Your answer should be the entries, repeated exactly.
[[ SOURCE MATERIAL open ]]
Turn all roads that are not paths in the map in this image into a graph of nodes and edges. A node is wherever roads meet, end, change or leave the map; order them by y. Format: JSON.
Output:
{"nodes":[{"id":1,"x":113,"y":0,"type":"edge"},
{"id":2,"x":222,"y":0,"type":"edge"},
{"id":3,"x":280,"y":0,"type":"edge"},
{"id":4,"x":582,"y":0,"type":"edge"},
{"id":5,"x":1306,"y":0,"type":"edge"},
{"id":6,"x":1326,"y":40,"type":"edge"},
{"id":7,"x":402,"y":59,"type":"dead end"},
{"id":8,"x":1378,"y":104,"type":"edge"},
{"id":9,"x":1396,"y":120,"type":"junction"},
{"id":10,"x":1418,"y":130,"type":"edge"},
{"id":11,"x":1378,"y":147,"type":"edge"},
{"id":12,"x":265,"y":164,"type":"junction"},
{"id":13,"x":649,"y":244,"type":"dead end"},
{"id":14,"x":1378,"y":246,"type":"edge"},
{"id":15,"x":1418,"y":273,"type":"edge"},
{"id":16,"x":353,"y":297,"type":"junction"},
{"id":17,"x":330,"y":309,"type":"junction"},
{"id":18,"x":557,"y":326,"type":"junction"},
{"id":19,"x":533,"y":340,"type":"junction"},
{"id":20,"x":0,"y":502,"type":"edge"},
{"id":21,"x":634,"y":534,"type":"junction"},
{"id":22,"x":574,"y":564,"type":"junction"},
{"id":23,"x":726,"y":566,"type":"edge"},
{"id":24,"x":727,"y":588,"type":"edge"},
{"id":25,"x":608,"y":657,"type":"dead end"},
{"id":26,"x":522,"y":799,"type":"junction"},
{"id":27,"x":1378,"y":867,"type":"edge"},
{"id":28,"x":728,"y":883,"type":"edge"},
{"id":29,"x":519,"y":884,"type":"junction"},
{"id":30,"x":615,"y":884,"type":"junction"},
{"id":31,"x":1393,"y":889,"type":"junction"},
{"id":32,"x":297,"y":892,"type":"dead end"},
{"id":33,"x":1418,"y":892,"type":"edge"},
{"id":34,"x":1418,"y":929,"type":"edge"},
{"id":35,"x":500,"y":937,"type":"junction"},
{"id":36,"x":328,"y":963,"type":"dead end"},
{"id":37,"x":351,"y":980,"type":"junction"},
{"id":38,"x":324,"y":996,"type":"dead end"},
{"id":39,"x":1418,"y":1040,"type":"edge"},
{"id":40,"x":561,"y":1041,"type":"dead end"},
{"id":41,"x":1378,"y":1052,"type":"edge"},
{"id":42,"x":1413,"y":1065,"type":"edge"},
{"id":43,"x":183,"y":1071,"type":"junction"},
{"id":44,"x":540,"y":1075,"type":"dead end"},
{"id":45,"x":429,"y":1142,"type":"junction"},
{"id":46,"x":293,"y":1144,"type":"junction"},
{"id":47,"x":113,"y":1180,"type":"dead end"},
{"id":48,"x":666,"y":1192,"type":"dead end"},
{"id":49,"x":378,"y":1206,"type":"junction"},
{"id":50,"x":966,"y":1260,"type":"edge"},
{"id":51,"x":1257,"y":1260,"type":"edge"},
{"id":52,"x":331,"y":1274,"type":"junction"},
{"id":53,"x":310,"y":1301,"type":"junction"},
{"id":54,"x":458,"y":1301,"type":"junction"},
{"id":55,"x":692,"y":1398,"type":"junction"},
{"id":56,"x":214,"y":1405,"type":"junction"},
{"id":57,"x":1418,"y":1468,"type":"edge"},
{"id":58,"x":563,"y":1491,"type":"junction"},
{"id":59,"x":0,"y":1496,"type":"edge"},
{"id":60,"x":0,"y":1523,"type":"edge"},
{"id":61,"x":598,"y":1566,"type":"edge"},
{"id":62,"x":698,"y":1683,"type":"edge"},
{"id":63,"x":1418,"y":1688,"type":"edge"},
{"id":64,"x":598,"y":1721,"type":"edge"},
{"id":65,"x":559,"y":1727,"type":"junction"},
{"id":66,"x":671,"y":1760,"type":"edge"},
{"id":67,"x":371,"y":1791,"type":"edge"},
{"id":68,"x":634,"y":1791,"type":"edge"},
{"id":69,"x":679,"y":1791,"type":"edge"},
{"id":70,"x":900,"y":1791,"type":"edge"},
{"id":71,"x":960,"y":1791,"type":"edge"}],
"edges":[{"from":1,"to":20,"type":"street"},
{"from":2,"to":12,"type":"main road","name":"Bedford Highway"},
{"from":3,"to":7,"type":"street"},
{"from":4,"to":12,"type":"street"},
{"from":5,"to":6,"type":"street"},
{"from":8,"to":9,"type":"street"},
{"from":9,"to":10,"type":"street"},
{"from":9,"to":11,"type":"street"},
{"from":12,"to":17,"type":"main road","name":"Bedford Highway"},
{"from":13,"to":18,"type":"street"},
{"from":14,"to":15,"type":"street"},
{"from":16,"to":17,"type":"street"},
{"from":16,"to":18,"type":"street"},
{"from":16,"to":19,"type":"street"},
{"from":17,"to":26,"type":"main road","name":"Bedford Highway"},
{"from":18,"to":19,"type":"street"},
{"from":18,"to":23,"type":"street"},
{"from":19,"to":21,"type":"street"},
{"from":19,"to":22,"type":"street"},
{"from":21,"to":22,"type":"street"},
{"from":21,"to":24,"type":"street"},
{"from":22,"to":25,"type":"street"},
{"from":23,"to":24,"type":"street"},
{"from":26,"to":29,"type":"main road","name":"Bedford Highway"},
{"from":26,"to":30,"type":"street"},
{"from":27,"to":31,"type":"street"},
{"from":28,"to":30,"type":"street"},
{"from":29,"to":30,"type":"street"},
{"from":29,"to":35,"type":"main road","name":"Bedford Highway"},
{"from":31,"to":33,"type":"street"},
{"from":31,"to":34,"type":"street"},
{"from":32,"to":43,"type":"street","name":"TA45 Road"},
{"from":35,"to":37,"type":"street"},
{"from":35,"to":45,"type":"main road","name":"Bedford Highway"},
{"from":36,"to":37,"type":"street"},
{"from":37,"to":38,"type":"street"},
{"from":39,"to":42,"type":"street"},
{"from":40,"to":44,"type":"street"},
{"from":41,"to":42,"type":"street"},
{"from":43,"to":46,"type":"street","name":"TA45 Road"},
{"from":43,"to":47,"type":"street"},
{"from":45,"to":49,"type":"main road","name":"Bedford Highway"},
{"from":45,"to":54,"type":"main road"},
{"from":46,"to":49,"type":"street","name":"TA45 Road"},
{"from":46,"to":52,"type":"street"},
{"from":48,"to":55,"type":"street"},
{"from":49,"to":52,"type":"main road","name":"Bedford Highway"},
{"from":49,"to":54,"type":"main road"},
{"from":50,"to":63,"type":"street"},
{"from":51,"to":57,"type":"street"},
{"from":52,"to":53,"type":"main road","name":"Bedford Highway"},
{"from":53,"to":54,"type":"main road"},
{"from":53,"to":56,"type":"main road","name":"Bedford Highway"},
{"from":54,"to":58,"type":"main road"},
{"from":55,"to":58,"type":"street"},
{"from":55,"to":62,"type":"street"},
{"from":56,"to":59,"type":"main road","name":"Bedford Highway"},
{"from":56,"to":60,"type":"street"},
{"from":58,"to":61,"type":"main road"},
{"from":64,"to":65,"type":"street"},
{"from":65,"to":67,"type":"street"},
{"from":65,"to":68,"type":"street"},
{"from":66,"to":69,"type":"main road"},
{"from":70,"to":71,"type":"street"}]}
[[ SOURCE MATERIAL closed ]]
**THE COMPLETED TASK**
Turn all roads that are not paths in the map in this image into a graph of nodes and edges. A node is wherever roads meet, end, change or leave the map; order them by y. Format: JSON.
Output:
{"nodes":[{"id":1,"x":113,"y":0,"type":"edge"},
{"id":2,"x":222,"y":0,"type":"edge"},
{"id":3,"x":280,"y":0,"type":"edge"},
{"id":4,"x":582,"y":0,"type":"edge"},
{"id":5,"x":1306,"y":0,"type":"edge"},
{"id":6,"x":1326,"y":40,"type":"edge"},
{"id":7,"x":402,"y":59,"type":"dead end"},
{"id":8,"x":1378,"y":104,"type":"edge"},
{"id":9,"x":1396,"y":120,"type":"junction"},
{"id":10,"x":1418,"y":130,"type":"edge"},
{"id":11,"x":1378,"y":147,"type":"edge"},
{"id":12,"x":265,"y":164,"type":"junction"},
{"id":13,"x":649,"y":244,"type":"dead end"},
{"id":14,"x":1378,"y":246,"type":"edge"},
{"id":15,"x":1418,"y":273,"type":"edge"},
{"id":16,"x":353,"y":297,"type":"junction"},
{"id":17,"x":330,"y":309,"type":"junction"},
{"id":18,"x":557,"y":326,"type":"junction"},
{"id":19,"x":533,"y":340,"type":"junction"},
{"id":20,"x":0,"y":502,"type":"edge"},
{"id":21,"x":634,"y":534,"type":"junction"},
{"id":22,"x":574,"y":564,"type":"junction"},
{"id":23,"x":726,"y":566,"type":"edge"},
{"id":24,"x":727,"y":588,"type":"edge"},
{"id":25,"x":608,"y":657,"type":"dead end"},
{"id":26,"x":522,"y":799,"type":"junction"},
{"id":27,"x":1378,"y":867,"type":"edge"},
{"id":28,"x":728,"y":883,"type":"edge"},
{"id":29,"x":519,"y":884,"type":"junction"},
{"id":30,"x":615,"y":884,"type":"junction"},
{"id":31,"x":1393,"y":889,"type":"junction"},
{"id":32,"x":297,"y":892,"type":"dead end"},
{"id":33,"x":1418,"y":892,"type":"edge"},
{"id":34,"x":1418,"y":929,"type":"edge"},
{"id":35,"x":500,"y":937,"type":"junction"},
{"id":36,"x":328,"y":963,"type":"dead end"},
{"id":37,"x":351,"y":980,"type":"junction"},
{"id":38,"x":324,"y":996,"type":"dead end"},
{"id":39,"x":1418,"y":1040,"type":"edge"},
{"id":40,"x":561,"y":1041,"type":"dead end"},
{"id":41,"x":1378,"y":1052,"type":"edge"},
{"id":42,"x":1413,"y":1065,"type":"edge"},
{"id":43,"x":183,"y":1071,"type":"junction"},
{"id":44,"x":540,"y":1075,"type":"dead end"},
{"id":45,"x":429,"y":1142,"type":"junction"},
{"id":46,"x":293,"y":1144,"type":"junction"},
{"id":47,"x":113,"y":1180,"type":"dead end"},
{"id":48,"x":666,"y":1192,"type":"dead end"},
{"id":49,"x":378,"y":1206,"type":"junction"},
{"id":50,"x":966,"y":1260,"type":"edge"},
{"id":51,"x":1257,"y":1260,"type":"edge"},
{"id":52,"x":331,"y":1274,"type":"junction"},
{"id":53,"x":310,"y":1301,"type":"junction"},
{"id":54,"x":458,"y":1301,"type":"junction"},
{"id":55,"x":692,"y":1398,"type":"junction"},
{"id":56,"x":214,"y":1405,"type":"junction"},
{"id":57,"x":1418,"y":1468,"type":"edge"},
{"id":58,"x":563,"y":1491,"type":"junction"},
{"id":59,"x":0,"y":1496,"type":"edge"},
{"id":60,"x":0,"y":1523,"type":"edge"},
{"id":61,"x":598,"y":1566,"type":"edge"},
{"id":62,"x":698,"y":1683,"type":"edge"},
{"id":63,"x":1418,"y":1688,"type":"edge"},
{"id":64,"x":598,"y":1721,"type":"edge"},
{"id":65,"x":559,"y":1727,"type":"junction"},
{"id":66,"x":671,"y":1760,"type":"edge"},
{"id":67,"x":371,"y":1791,"type":"edge"},
{"id":68,"x":634,"y":1791,"type":"edge"},
{"id":69,"x":679,"y":1791,"type":"edge"},
{"id":70,"x":900,"y":1791,"type":"edge"},
{"id":71,"x":960,"y":1791,"type":"edge"}],
"edges":[{"from":1,"to":20,"type":"street"},
{"from":2,"to":12,"type":"main road","name":"Bedford Highway"},
{"from":3,"to":7,"type":"street"},
{"from":4,"to":12,"type":"street"},
{"from":5,"to":6,"type":"street"},
{"from":8,"to":9,"type":"street"},
{"from":9,"to":10,"type":"street"},
{"from":9,"to":11,"type":"street"},
{"from":12,"to":17,"type":"main road","name":"Bedford Highway"},
{"from":13,"to":18,"type":"street"},
{"from":14,"to":15,"type":"street"},
{"from":16,"to":17,"type":"street"},
{"from":16,"to":18,"type":"street"},
{"from":16,"to":19,"type":"street"},
{"from":17,"to":26,"type":"main road","name":"Bedford Highway"},
{"from":18,"to":19,"type":"street"},
{"from":18,"to":23,"type":"street"},
{"from":19,"to":21,"type":"street"},
{"from":19,"to":22,"type":"street"},
{"from":21,"to":22,"type":"street"},
{"from":21,"to":24,"type":"street"},
{"from":22,"to":25,"type":"street"},
{"from":23,"to":24,"type":"street"},
{"from":26,"to":29,"type":"main road","name":"Bedford Highway"},
{"from":26,"to":30,"type":"street"},
{"from":27,"to":31,"type":"street"},
{"from":28,"to":30,"type":"street"},
{"from":29,"to":30,"type":"street"},
{"from":29,"to":35,"type":"main road","name":"Bedford Highway"},
{"from":31,"to":33,"type":"street"},
{"from":31,"to":34,"type":"street"},
{"from":32,"to":43,"type":"street","name":"TA45 Road"},
{"from":35,"to":37,"type":"street"},
{"from":35,"to":45,"type":"main road","name":"Bedford Highway"},
{"from":36,"to":37,"type":"street"},
{"from":37,"to":38,"type":"street"},
{"from":39,"to":42,"type":"street"},
{"from":40,"to":44,"type":"street"},
{"from":41,"to":42,"type":"street"},
{"from":43,"to":46,"type":"street","name":"TA45 Road"},
{"from":43,"to":47,"type":"street"},
{"from":45,"to":49,"type":"main road","name":"Bedford Highway"},
{"from":45,"to":54,"type":"main road"},
{"from":46,"to":49,"type":"street","name":"TA45 Road"},
{"from":46,"to":52,"type":"street"},
{"from":48,"to":55,"type":"street"},
{"from":49,"to":52,"type":"main road","name":"Bedford Highway"},
{"from":49,"to":54,"type":"main road"},
{"from":50,"to":63,"type":"street"},
{"from":51,"to":57,"type":"street"},
{"from":52,"to":53,"type":"main road","name":"Bedford Highway"},
{"from":53,"to":54,"type":"main road"},
{"from":53,"to":56,"type":"main road","name":"Bedford Highway"},
{"from":54,"to":58,"type":"main road"},
{"from":55,"to":58,"type":"street"},
{"from":55,"to":62,"type":"street"},
{"from":56,"to":59,"type":"main road","name":"Bedford Highway"},
{"from":56,"to":60,"type":"street"},
{"from":58,"to":61,"type":"main road"},
{"from":64,"to":65,"type":"street"},
{"from":65,"to":67,"type":"street"},
{"from":65,"to":68,"type":"street"},
{"from":66,"to":69,"type":"main road"},
{"from":70,"to":71,"type":"street"}]}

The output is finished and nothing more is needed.